Add in the uncertain market environment, and it's a recipe for doubt and anxiety.

Where is price going next?

This is what makes discretionary trading so difficult. You don't know. You can never know. Movement from your entry point is dependent on the net orderflow from all orders placed AFTER your order transacts, and that is a function of other traders decisions and actions in the market. You can NEVER know with certainty what the outcome will be.

Trade entry is always subject to doubt. And you will always be subject to anxiety. Guaranteed!

And any price movement from the entry point will provide further anxiety, regardless of whether that movement takes the position into profit or drawdown.

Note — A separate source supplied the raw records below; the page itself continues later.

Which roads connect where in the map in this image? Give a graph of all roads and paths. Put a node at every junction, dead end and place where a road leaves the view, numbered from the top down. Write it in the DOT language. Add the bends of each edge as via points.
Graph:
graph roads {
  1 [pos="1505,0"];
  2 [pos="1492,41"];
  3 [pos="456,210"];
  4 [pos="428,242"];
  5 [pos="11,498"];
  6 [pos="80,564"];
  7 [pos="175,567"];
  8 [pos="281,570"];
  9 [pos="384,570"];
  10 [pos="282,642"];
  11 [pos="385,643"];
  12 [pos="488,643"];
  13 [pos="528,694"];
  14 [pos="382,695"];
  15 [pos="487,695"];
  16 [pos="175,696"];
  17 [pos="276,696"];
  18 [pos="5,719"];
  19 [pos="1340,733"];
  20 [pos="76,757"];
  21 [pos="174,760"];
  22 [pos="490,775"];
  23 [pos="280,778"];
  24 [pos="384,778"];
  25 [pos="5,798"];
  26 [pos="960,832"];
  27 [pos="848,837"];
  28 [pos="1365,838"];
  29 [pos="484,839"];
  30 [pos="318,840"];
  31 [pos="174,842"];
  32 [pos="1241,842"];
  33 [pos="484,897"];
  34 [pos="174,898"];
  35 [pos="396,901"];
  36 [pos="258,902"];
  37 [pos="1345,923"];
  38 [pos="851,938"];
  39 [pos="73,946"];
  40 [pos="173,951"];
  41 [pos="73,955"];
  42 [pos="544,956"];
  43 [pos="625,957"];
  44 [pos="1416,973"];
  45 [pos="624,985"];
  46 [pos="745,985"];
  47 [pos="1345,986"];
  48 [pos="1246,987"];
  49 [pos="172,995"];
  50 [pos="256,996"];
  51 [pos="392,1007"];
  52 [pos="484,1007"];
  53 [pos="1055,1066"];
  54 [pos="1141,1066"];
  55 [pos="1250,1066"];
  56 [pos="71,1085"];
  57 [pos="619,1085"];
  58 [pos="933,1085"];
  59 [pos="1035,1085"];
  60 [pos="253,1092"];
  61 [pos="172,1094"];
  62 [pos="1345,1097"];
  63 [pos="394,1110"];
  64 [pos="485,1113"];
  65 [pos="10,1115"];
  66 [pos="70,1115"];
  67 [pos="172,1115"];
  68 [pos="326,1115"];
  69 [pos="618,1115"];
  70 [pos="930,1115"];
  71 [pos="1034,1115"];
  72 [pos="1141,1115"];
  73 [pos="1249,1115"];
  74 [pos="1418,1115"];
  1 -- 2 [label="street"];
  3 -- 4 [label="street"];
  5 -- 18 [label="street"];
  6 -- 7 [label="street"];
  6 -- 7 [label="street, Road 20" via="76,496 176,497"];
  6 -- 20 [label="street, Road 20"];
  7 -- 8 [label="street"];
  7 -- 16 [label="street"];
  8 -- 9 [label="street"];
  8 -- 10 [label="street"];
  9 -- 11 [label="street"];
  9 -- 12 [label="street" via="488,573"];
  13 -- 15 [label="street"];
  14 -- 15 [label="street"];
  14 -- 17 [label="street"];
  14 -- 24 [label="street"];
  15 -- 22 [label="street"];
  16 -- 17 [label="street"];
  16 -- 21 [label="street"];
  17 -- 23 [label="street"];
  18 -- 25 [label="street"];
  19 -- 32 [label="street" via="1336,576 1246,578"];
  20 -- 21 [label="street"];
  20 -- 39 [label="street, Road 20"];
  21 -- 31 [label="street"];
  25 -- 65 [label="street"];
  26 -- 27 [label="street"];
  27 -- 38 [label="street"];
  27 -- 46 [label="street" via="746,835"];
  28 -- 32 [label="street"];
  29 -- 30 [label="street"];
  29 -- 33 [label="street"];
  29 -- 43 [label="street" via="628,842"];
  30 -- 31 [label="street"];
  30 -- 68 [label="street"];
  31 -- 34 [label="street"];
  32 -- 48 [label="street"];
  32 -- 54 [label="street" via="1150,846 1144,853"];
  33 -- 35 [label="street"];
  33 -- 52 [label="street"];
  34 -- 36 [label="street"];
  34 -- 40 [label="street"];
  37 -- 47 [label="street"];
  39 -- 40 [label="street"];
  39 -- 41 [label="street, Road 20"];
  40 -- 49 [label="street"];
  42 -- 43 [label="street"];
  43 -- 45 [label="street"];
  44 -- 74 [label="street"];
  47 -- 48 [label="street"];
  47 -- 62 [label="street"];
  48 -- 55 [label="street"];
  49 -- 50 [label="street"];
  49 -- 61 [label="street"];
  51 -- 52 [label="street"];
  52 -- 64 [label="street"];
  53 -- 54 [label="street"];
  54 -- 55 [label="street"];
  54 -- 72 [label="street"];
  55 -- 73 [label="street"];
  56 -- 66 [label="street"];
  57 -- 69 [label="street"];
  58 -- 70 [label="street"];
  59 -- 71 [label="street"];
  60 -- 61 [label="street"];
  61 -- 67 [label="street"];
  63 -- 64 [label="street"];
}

A drawdown will increase anxiety. "Was I wrong?", "Am I just early?", "I can't afford another loss!"

A profit will increase anxiety. "Has it got further to run or not?", "Should I just take the profits here?", "What if it reverses and takes away all the profits?"

It might seem then that the answer is in automating the strategy. Unfortunately not! That just shifts the anxiety to different stages of the trading process.

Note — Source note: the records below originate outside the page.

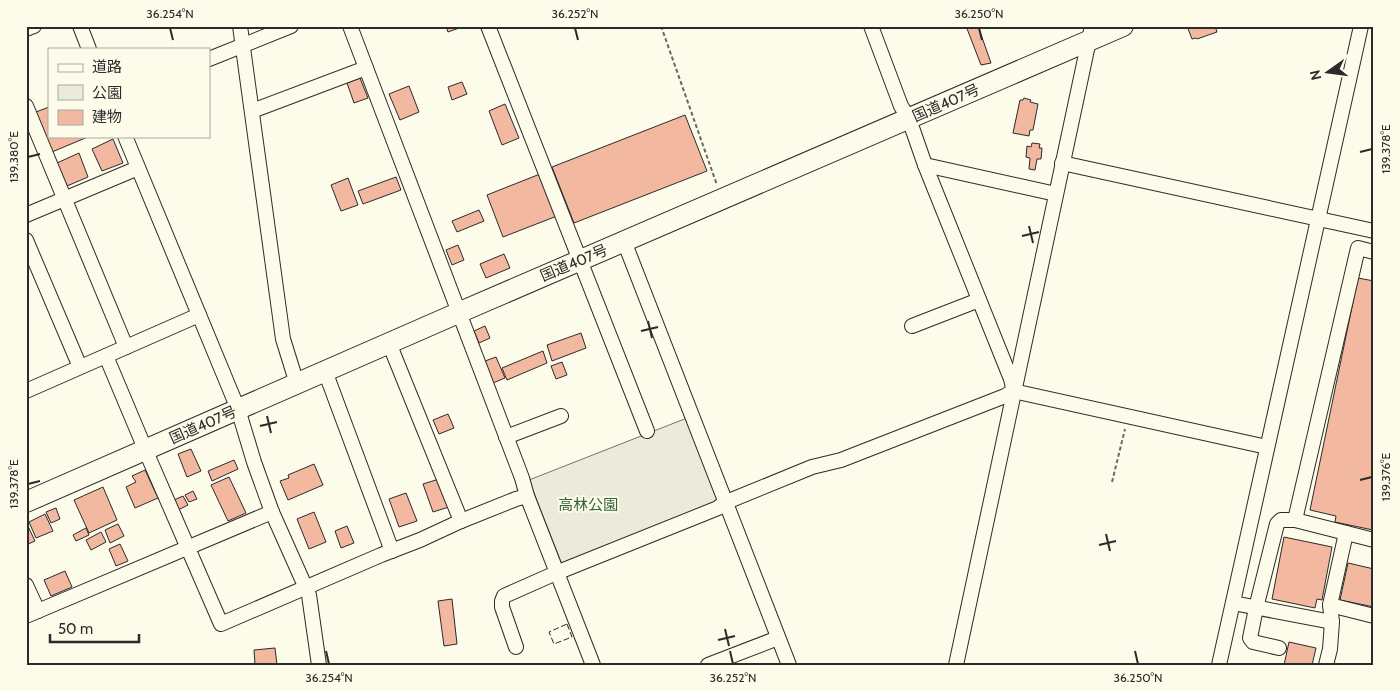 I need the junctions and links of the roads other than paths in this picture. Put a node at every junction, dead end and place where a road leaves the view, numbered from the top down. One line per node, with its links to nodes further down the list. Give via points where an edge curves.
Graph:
1 (34, 26): 10 (street)
2 (80, 26): 13 (street)
3 (240, 26): 12 (street)
4 (291, 26): 12 (street)
5 (350, 26): 15 (street)
6 (488, 26): 31 (street)
7 (871, 26): 18 (street)
8 (1123, 26): 11 (highway, 国道407号)
9 (1360, 26): 26 (street)
10 (26, 29)
11 (1091, 33): 18 (highway, 国道407号); 20 (street)
12 (243, 45): 14 (street); 17 (street)
13 (89, 48)
14 (210, 59)
15 (366, 68): 17 (street); 33 (street)
16 (26, 106): 24 (street)
17 (252, 111): 41 (street, via 283,339)
18 (909, 119): 21 (street); 29 (highway, 国道407号)
19 (126, 138): 22 (street)
20 (1062, 163): 23 (street); 26 (street)
21 (925, 165): 23 (street); 32 (street)
22 (138, 168): 24 (street); 34 (street)
23 (1056, 194): 43 (street)
24 (64, 198): 25 (street); 37 (street)
25 (26, 215)
26 (1317, 218): 27 (street); 48 (street)
27 (1374, 231)
28 (26, 240): 39 (street)
29 (624, 242): 31 (highway, 国道407号); 52 (street)
30 (1374, 252): 54 (street, via 1358,248)
31 (579, 261): 33 (highway, 国道407号); 46 (street)
32 (979, 300): 35 (street); 43 (street)
33 (458, 313): 36 (highway, 国道407号); 47 (street)
34 (199, 315): 37 (street); 44 (street)
35 (912, 326)
36 (390, 343): 40 (highway, 国道407号); 55 (street)
37 (126, 347): 38 (street)
38 (106, 356): 39 (street); 49 (street)
39 (80, 367): 42 (street)
40 (325, 371): 41 (highway, 国道407号); 59 (street)
41 (297, 384): 44 (highway, 国道407号)
42 (28, 386)
43 (1013, 391): 48 (street); 52 (street, via 842,460 812,468); 76 (street)
44 (238, 410): 49 (highway, 国道407号); 53 (street)
45 (561, 416): 47 (street)
46 (647, 431)
47 (506, 437): 50 (street)
48 (1267, 447): 63 (street)
49 (145, 450): 51 (highway, 国道407号); 58 (street)
50 (527, 496): 55 (street); 60 (street)
51 (26, 502)
52 (724, 503): 60 (street); 69 (street)
53 (272, 512): 58 (street); 62 (street)
54 (1295, 520): 56 (street); 65 (street, via 1281,520 1276,524)
55 (461, 521): 59 (street)
56 (1346, 533): 57 (street); 64 (street)
57 (1374, 540)
58 (188, 547): 62 (street, via 221,624); 66 (street)
59 (392, 551): 62 (street)
60 (556, 573): 70 (street, via 504,596 502,606); 73 (street)
61 (26, 586): 66 (street)
62 (306, 588): 72 (street)
63 (1233, 603): 65 (street); 77 (street)
64 (1330, 605): 67 (street); 68 (street)
65 (1256, 608): 68 (street); 71 (street, via 1250,638)
66 (32, 614)
67 (1374, 616)
68 (1332, 622): 78 (street)
69 (778, 638): 74 (street); 75 (street)
70 (516, 647)
71 (1279, 648)
72 (319, 665)
73 (593, 665)
74 (708, 665)
75 (789, 665)
76 (956, 665)
77 (1219, 665)
78 (1326, 665)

If you try automating the entry through objective rules you'll still be subject to the same anxiety throughout the trade management process, along with some new ones; "I just knew that was a bad entry!", "Maybe my entry rules need tweaking!"

Completely automating the whole trade entry, management and exit process (becoming a systems trader) simply shifts the doubt and anxiety to the systems design and management processes, rather than trade management; "Maybe the current market environment is not ideal?", "Maybe I need to adjust parameters? I'll just run some more tests and see if we can optimize this better."

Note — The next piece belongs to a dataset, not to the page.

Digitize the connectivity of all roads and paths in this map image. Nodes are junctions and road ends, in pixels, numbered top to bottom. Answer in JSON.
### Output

So, what's the way forward?

It's not about trading what you see. It's about learning to trust yourself when you're unsure what the future holds.

Progress will only be made when you stop fighting reality; that is when you stop seeking rules or techniques to provide certainty. Certainty is illusion, and cannot be achieved.

Progress will be made when you start working with the reality; learning to operate and manage risk within an environment of uncertainty.

Develop a strategy based upon the reality of the market environment – identify areas on the price chart which will likely be sources of other trader orderflow. And then learn how to exploit those areas.

Study market structure!

Study risk management!

Study learning theory!

Study decision making, in particular as it relates to uncertainty!

Study peak performance psychology!

And implement processes of deliberate practice; learning to trust your strategy and your ability to trade it despite any doubt and anxiety, through a process of trial and error (what I call the Trade-Record-Review-Improve process).

It's not about learning and trading patterns. It's all about a gradual process of "becoming" a trader.

It's not about trading what you see. It's about learning to trust yourself when you're unsure what the future holds.